**YOUR ASSIGNMENT:** From the material below, tally every line containing "highway"; reply with the total only.
※
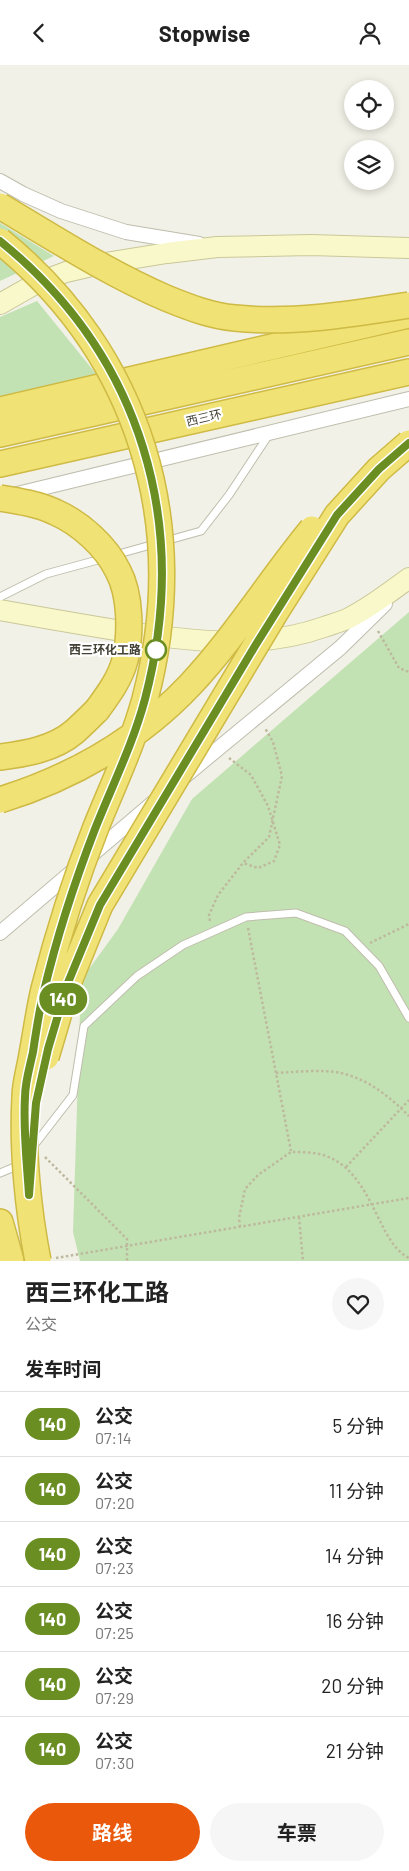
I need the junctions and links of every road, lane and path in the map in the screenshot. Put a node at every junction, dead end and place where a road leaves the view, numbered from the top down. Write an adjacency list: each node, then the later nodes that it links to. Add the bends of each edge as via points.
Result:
1 (0, 181): 4 (street, via 60,211 126,232)
2 (0, 206): 7 (highway, bridge, via 124,278 207,313 258,319 326,317)
3 (0, 241): 44 (highway, bridge, via 20,257 67,307 121,392 150,470 159,513 163,557 157,644 144,701 67,910 44,991 25,1095)
4 (217, 247): 5 (main road); 6 (main road, via 105,263 66,272 37,283)
5 (409, 248)
6 (0, 304)
7 (409, 305)
8 (409, 315): 12 (highway)
9 (409, 342): 15 (highway)
10 (409, 372): 17 (highway, 西三环)
11 (409, 399): 13 (street)
12 (0, 409)
13 (270, 432): 18 (street); 20 (lane, via 201,531 46,574)
14 (409, 433): 27 (highway, bridge, via 344,490 218,653 172,703 93,761 40,786)
15 (0, 434)
16 (409, 443): 44 (highway, bridge, via 379,469 337,515 100,905 67,985 48,1049 36,1103)
17 (0, 464)
18 (0, 498): 26 (highway, bridge, via 56,512 80,527 106,551 119,572 130,623 125,661 98,710 73,733 46,747 21,755)
19 (409, 579): 21 (main road, via 348,619 282,639 252,642 173,638); 22 (street)
20 (0, 597)
21 (0, 609)
22 (371, 618): 23 (path, via 399,668); 24 (street)
23 (409, 673)
24 (258, 716): 25 (street); 28 (path, via 273,742 282,776)
25 (218, 749): 28 (path, via 251,775); 32 (street)
26 (0, 757)
27 (0, 800)
28 (273, 819): 29 (path, via 269,837); 29 (path, via 280,845 274,861 258,868)
29 (243, 863): 33 (path, via 218,895 209,915)
30 (246, 917): 33 (lane); 34 (lane, via 296,913 345,931); 36 (path)
31 (409, 924): 34 (path)
32 (0, 933)
33 (211, 933): 43 (lane, via 183,945 137,976 84,1026 73,1095 17,1166)
34 (360, 947): 35 (lane, via 379,967)
35 (409, 1017)
36 (276, 1073): 38 (path, via 341,1073 376,1087); 40 (path)
37 (409, 1100): 38 (path)
38 (401, 1108): 39 (path); 42 (path)
39 (409, 1116)
40 (291, 1152): 42 (path, via 326,1156); 49 (path, via 258,1175 246,1189)
41 (41, 1153): 50 (path, via 127,1239)
42 (346, 1167): 46 (path, via 361,1185)
43 (0, 1173)
44 (29, 1195): 52 (highway, bridge, via 32,1228)
45 (409, 1198): 46 (path)
46 (371, 1205): 47 (path); 51 (path, via 388,1237 402,1255)
47 (299, 1217): 49 (path); 55 (path)
48 (0, 1222): 53 (highway)
49 (240, 1227): 50 (path)
50 (127, 1246): 52 (path); 54 (path)
51 (409, 1257)
52 (47, 1259)
53 (11, 1261)
54 (127, 1261)
55 (303, 1261)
※
**RESPONSE AREA:** 10